All entries below need to be written out exactly, but without their pictures.

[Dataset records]
=== Begin Enclosure ===
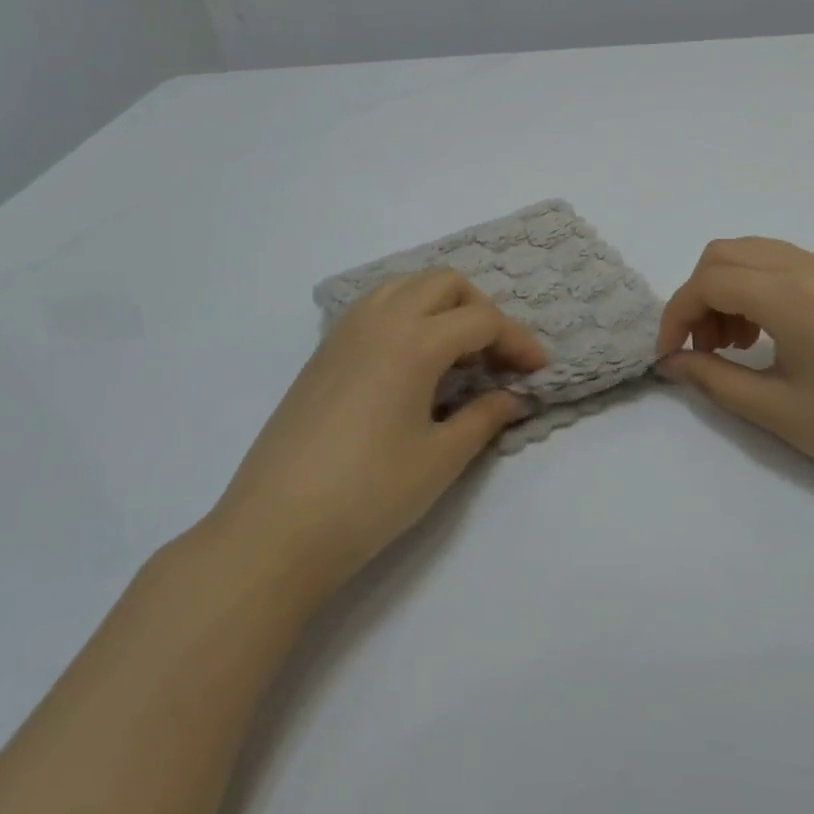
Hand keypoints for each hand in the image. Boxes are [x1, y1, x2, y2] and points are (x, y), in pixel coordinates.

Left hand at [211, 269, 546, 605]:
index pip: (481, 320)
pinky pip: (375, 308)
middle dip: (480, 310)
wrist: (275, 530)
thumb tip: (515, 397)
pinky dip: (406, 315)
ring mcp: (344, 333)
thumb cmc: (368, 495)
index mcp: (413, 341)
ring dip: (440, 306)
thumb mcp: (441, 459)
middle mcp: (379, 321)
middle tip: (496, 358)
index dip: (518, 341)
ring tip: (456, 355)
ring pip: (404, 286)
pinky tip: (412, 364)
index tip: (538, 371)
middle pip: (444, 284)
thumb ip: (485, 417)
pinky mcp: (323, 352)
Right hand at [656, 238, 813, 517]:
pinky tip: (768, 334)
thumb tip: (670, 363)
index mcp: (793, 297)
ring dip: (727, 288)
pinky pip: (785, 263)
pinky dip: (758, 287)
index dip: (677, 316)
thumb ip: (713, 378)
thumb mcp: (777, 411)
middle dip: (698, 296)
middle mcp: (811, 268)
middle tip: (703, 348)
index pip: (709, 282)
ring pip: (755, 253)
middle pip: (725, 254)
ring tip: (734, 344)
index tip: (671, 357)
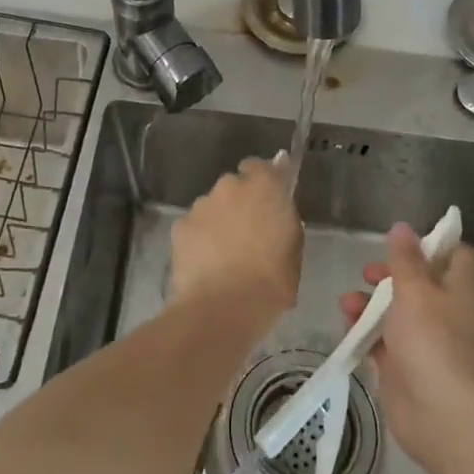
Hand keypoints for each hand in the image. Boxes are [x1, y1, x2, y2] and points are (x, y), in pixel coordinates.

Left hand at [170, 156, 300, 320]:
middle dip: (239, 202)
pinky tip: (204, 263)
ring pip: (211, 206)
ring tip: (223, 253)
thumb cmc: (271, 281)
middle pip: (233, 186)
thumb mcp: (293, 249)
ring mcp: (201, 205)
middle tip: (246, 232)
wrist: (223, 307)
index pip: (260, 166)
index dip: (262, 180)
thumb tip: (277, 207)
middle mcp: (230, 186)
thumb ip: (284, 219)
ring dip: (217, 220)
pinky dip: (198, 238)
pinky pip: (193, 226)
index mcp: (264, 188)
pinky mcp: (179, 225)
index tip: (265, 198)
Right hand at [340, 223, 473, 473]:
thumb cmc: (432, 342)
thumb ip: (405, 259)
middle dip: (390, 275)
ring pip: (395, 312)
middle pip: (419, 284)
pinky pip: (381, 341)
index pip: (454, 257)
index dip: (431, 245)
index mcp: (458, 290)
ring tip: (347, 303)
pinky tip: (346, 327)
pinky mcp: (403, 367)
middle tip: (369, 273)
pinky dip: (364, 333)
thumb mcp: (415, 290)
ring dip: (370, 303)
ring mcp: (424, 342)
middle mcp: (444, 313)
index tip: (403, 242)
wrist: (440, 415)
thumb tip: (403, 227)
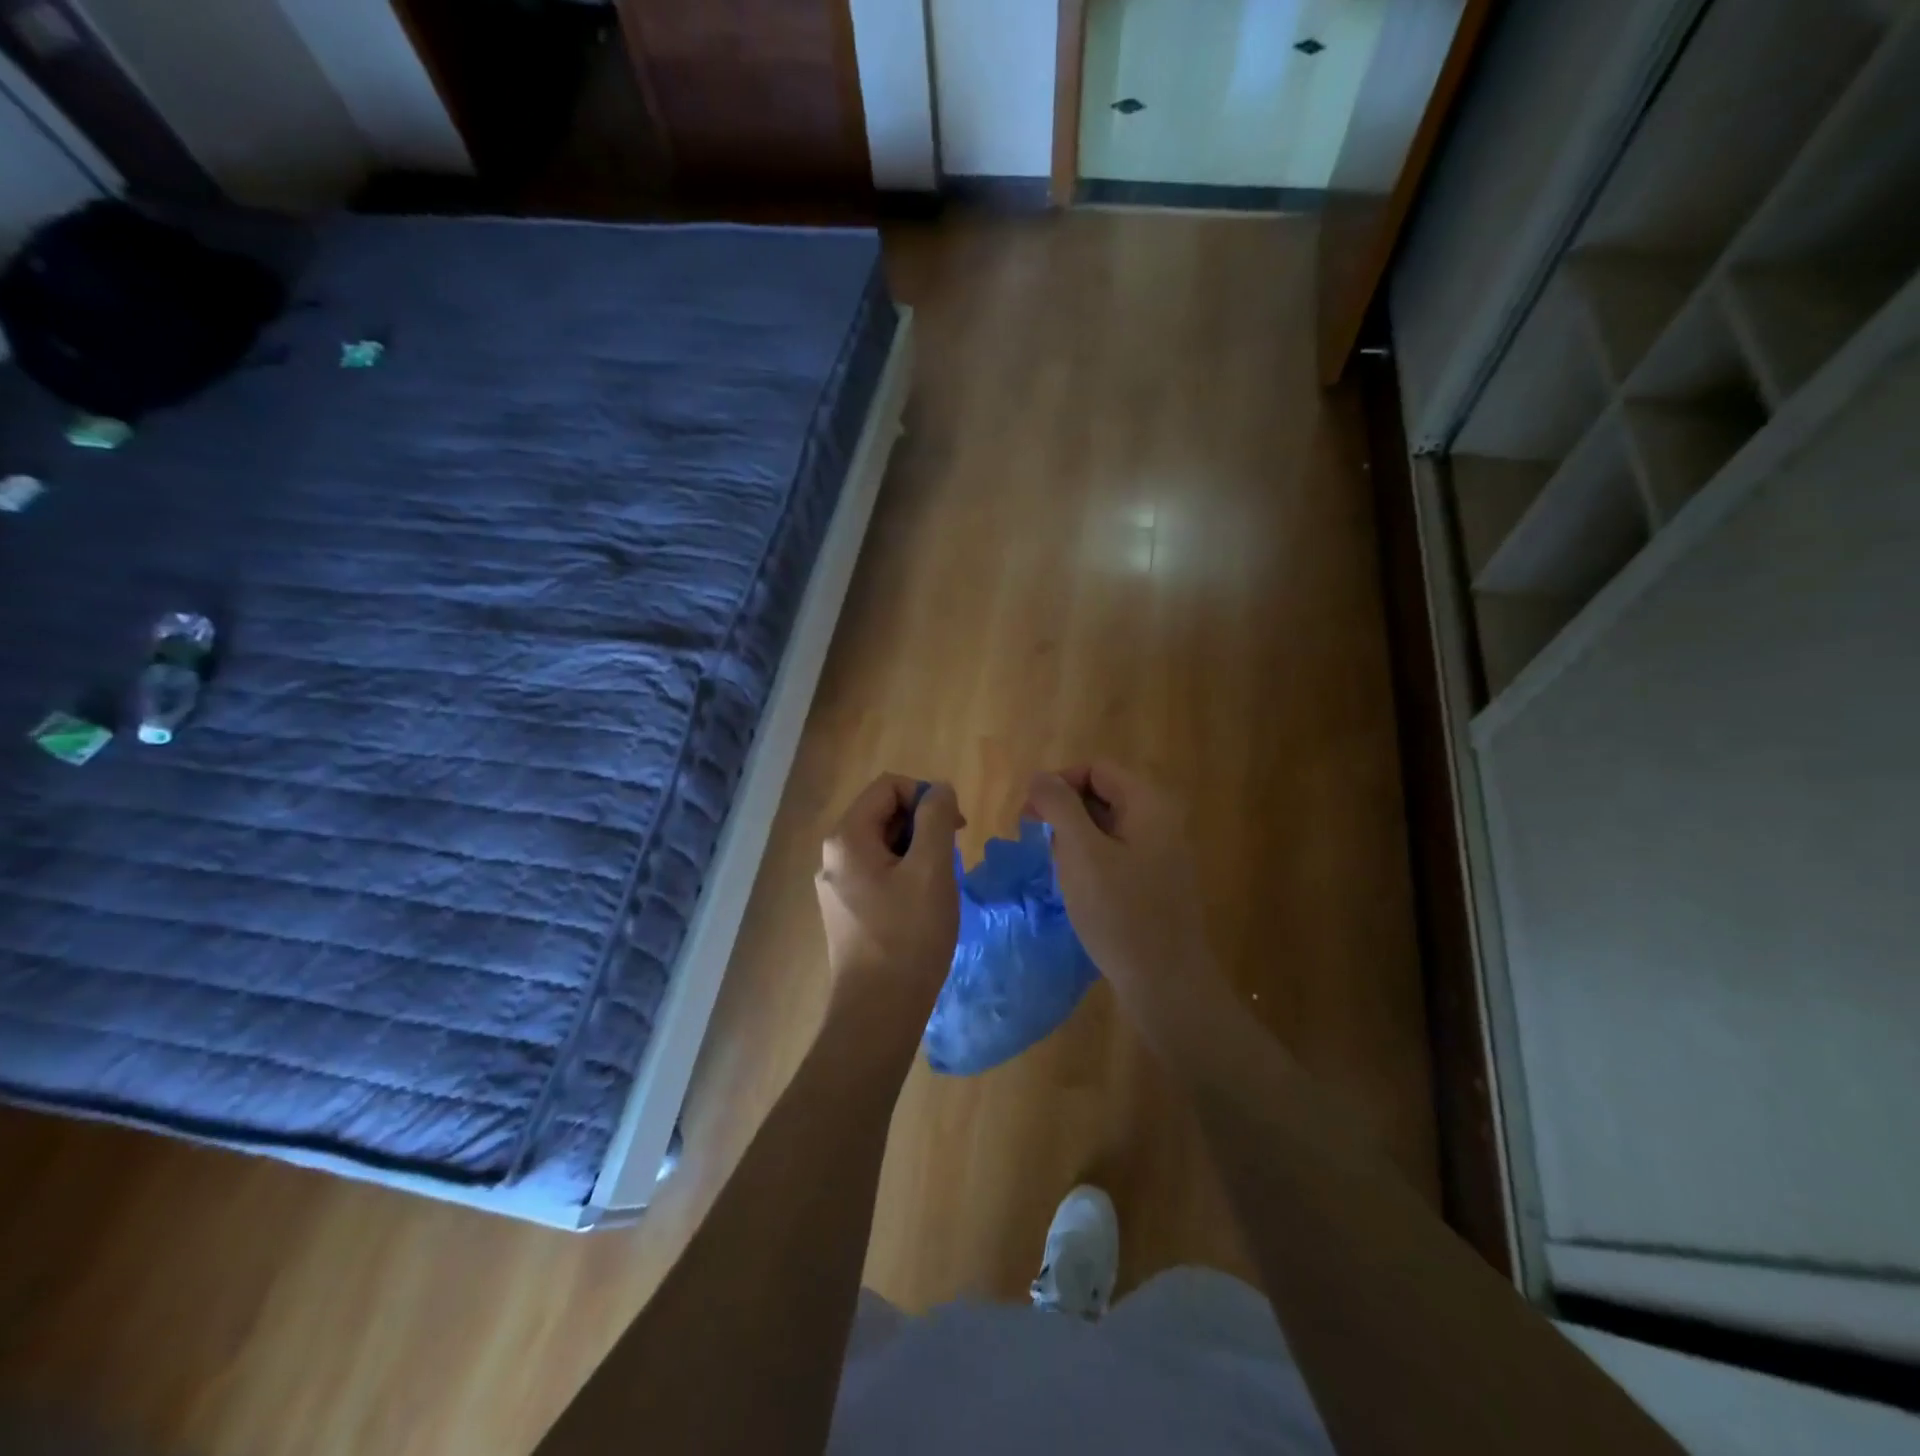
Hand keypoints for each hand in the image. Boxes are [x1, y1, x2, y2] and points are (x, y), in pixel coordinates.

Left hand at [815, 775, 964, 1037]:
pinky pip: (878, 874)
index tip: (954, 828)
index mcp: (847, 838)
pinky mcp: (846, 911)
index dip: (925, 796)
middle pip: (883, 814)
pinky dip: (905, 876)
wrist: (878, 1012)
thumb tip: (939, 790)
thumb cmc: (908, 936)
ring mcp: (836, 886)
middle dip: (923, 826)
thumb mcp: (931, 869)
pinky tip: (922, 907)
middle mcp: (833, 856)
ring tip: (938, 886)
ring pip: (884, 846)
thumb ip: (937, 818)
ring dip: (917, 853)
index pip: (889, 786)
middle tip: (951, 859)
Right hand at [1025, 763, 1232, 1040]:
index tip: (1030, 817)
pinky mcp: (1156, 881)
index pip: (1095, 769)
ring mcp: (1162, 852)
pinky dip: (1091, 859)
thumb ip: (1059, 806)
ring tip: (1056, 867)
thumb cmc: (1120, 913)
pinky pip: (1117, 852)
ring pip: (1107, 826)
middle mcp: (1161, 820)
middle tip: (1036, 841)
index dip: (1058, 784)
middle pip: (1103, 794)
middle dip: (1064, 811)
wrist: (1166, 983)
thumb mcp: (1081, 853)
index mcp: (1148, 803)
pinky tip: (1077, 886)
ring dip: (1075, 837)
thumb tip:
=== End Enclosure ===
◆ **TASK ANSWER**
Hand keypoints for each hand in the image. Boxes are [x1, y1, x2, y2] and points are (x, y), in pixel coordinates.

Left hand at [211, 269, 546, 605]:
index pip: (481, 320)
pinky pip: (375, 308)
middle dip: (480, 310)
wrist: (275, 530)
thumb tip: (515, 397)
pinky dip: (406, 315)
ring mcp: (344, 333)
thumb cmc: (368, 495)
index mcp: (413, 341)
ring dip: (440, 306)
thumb mcp: (441, 459)
middle mcp: (379, 321)
middle tip: (496, 358)
index dip: (518, 341)
ring tip: (456, 355)
ring pip: (404, 286)
pinky tip: (412, 364)
index tip: (538, 371)
middle pip: (444, 284)
thumb ip: (485, 417)
pinky mcp: (323, 352)
Right hand at [656, 238, 813, 517]:
pinky tip: (768, 334)
thumb tip: (670, 363)
index mcp: (793, 297)
ring dip: (727, 288)
pinky pip: (785, 263)
pinky dip: (758, 287)
index dip: (677, 316)
thumb ip: (713, 378)
thumb mcp: (777, 411)
middle dip: (698, 296)
middle mcp: (811, 268)
middle tip: (703, 348)
index pip: (709, 282)
ring pip: (755, 253)
middle pip: (725, 254)
ring tip: (734, 344)
index tip: (671, 357)
Hand keypoints for each hand in the image. Boxes are [x1, y1, x2, y2] and points are (x, y), in pixel coordinates.

Left hand at [170, 156, 300, 320]:
middle dip: (239, 202)
pinky tip: (204, 263)
ring pip: (211, 206)
ring tip: (223, 253)
thumb cmc: (271, 281)
middle pip: (233, 186)
thumb mcp: (293, 249)
ring mcp: (201, 205)
middle tip: (246, 232)
wrist: (223, 307)
index pip: (260, 166)
index dip: (262, 180)
thumb tip: (277, 207)
middle mcp: (230, 186)
thumb ip: (284, 219)
ring dip: (217, 220)
pinky dip: (198, 238)
pinky pip: (193, 226)
index mcp: (264, 188)
pinky mcp: (179, 225)
index tip: (265, 198)
Right hand at [340, 223, 473, 473]:
thumb cmc: (432, 342)
thumb ip: (405, 259)
middle dip: (390, 275)
ring pip: (395, 312)
middle pip: (419, 284)
pinky pip: (381, 341)
index pip: (454, 257)
index dip: (431, 245)
index mcp: (458, 290)
ring tip: (347, 303)
pinky tip: (346, 327)
pinky mcp: (403, 367)
middle tip: (369, 273)
pinky dip: (364, 333)
thumb mcp: (415, 290)
ring dip: (370, 303)
ring mcp: (424, 342)
middle mcp: (444, 313)
index tip: (403, 242)
wrist: (440, 415)
thumb tip: (403, 227)
Hand keypoints for each hand in the image. Boxes are [x1, y1, x2, y2] and points are (x, y), in pixel coordinates.

Left hand at [815, 775, 964, 1037]:
pinky pip: (878, 874)
index tip: (954, 828)
index mcp: (847, 838)
pinky mcp: (846, 911)
index dip: (925, 796)
middle pip: (883, 814)
pinky dip: (905, 876)
wrist: (878, 1012)
thumb tip: (939, 790)
thumb cmc: (908, 936)
ring mcp: (836, 886)
middle dip: (923, 826)
thumb mcp: (931, 869)
pinky tip: (922, 907)
middle mcp: (833, 856)
ring tip: (938, 886)
ring pip: (884, 846)
thumb ip: (937, 818)
ring dip: (917, 853)
index pip: (889, 786)
middle tip: (951, 859)
Right hand at [1025, 763, 1232, 1040]:
index tip: (1030, 817)
pinky mcp: (1156, 881)
index pip: (1095, 769)
ring mcp: (1162, 852)
pinky dip: (1091, 859)
thumb ip: (1059, 806)
ring tip: (1056, 867)
thumb cmc: (1120, 913)
pinky pip: (1117, 852)
ring pip: (1107, 826)
middle mcp: (1161, 820)
middle tip: (1036, 841)
index dip: (1058, 784)
middle pip: (1103, 794)
middle dip: (1064, 811)
wrist: (1166, 983)
thumb mcp: (1081, 853)
index mcp: (1148, 803)
pinky tip: (1077, 886)
ring dip: (1075, 837)
thumb tip:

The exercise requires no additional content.